Unfortunately, I have a lot of sewing left to do on the fur turn-backs, and since it is fur, pretty much all of it is handsewing. The first one is nearly done, in that I have stitched it together into a pocket with the long front edge  open, cut a slit at the top of the long back where I have stitched on the lining. The lining I cut in two halves and whip-stitched around the back and top edges, leaving the turned back edge where I cut the slit in the fur open, and attached this to the opening in the fur.

All that I had already done, and basically all that is left on this one is to fold the bits of fur that are sticking out further than the lining back over the lining and stitch that down there, so that when I flip them back and over my sleeves the fur will help obscure the fact that beyond this, there is no fancy fashion fabric to back it, only the cotton/linen lining. I might use a broch or a big safety pin or something at the back of my arm to keep the two edges together as well, making the illusion even stronger.

I thought I might tackle this last bit of folding over the fur and tacking it down, only to discover it was an even more hateful job than doing eyelets.
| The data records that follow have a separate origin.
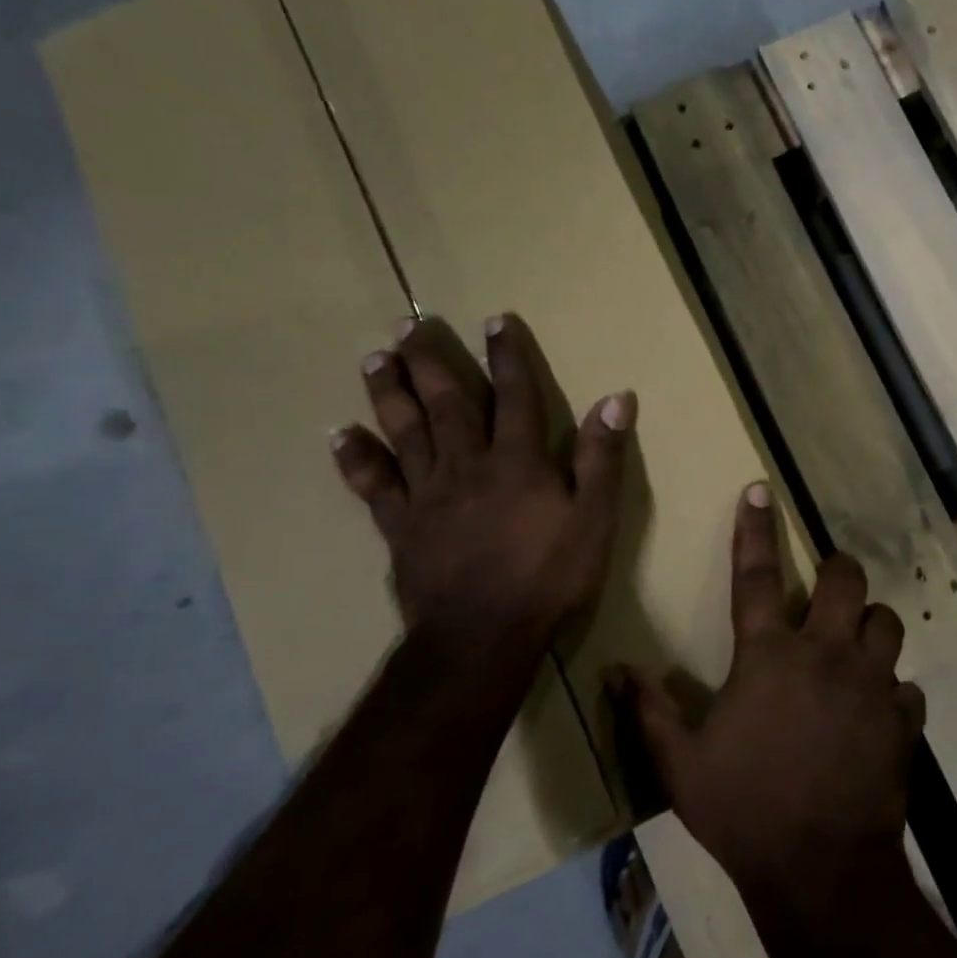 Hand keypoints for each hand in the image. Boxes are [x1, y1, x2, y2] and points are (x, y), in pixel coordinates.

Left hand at [332, 315, 634, 662]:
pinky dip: (355, 459)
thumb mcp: (595, 518)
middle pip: (447, 404)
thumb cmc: (549, 576)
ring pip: (404, 433)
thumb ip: (602, 457)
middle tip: (411, 326)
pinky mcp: (400, 526)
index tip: (495, 320)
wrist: (483, 637)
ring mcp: (427, 495)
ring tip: (375, 359)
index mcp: (517, 461)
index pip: (515, 395)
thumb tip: (617, 398)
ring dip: (389, 393)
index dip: (507, 355)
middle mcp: (467, 465)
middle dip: (432, 361)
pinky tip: (339, 436)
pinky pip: (373, 486)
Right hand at [613, 485, 925, 913]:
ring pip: (888, 623)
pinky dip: (893, 693)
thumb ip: (649, 712)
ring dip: (873, 628)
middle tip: (829, 588)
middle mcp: (826, 654)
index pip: (754, 576)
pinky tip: (878, 714)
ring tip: (857, 648)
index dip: (755, 529)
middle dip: (839, 572)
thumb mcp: (682, 767)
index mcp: (769, 657)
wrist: (821, 871)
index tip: (762, 489)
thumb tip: (614, 670)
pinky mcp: (903, 717)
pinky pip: (906, 687)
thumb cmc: (745, 812)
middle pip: (846, 581)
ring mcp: (872, 683) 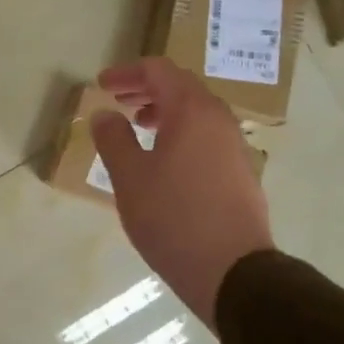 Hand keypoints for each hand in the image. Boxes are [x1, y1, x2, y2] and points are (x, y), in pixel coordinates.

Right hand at [92, 59, 273, 331]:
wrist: (233, 271)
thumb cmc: (173, 218)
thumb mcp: (130, 178)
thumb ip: (113, 139)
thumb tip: (105, 115)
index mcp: (192, 111)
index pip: (158, 71)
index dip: (127, 73)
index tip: (102, 84)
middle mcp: (219, 119)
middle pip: (181, 87)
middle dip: (146, 89)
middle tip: (117, 101)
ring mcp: (235, 145)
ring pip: (196, 112)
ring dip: (164, 112)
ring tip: (139, 128)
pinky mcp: (241, 171)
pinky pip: (207, 135)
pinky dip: (181, 132)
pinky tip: (164, 160)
Despite having all that soft cuddly fur to fondle I think I'd rather do eyelets. Except that I don't want to do them either just now. So looking at all the other things I could/should do...

  • Hem the blue Tudor court dress, which is already pinned and ready to go
  • Sew eyelets on the working class bodice
  • Sew fur
  • Make an apron out of my peachy/pinky linen
  • Make a start on the french hood
  • Make pattern and toile for a caul
  • Finish the pleating on the big foofy false chemise sleeves to go for the Tudor court gown
  • Finish the back edge of the foresleeves for the Tudor court gown
  • Fingerloop a lace for the working class closing
  • Cut a slit in the skirt for the working class dress and finish it nicely
  • Possibly make a white linen partlet
  • Possibly make the collar-bit for my black wool partlet
Or failing all that, some school-work. Instead I am eating chocolate chip cookies and drinking coca-cola, pondering these things and posting to LJ and surfing up lovely images and such online.
liadethornegge: (garb)
Right, point number 12: "Stitching the lining fabric into the bodice with invisible stitches all by hand."

Not so. Well, it -is- so, I did do it, took me one evening, it looked very nice, everything was nice and smooth and the stitching was invisible. Of course, on the sewing circle the day after I also discovered it is a fabric high on friction. High on friction, and adds a bit to the inside of the bodice, making it even more snug. For a dress like this you expect to need help getting in and out of it, but you do like to make this task easier. Hence time to bite the bullet, rip out the lining that I stitched down and replace it with... real silk.

For a lining this is not too terribly expensive. I mean, yes it is, but I only need around half a metre so I am not having to pay for silk lining for the skirt panels. I wouldn't do that. For the bodice and the short sleeves I can afford silk lining. I bought it, it's dark blue to match the fashion fabric, it is lovely it is luscious and it is thin.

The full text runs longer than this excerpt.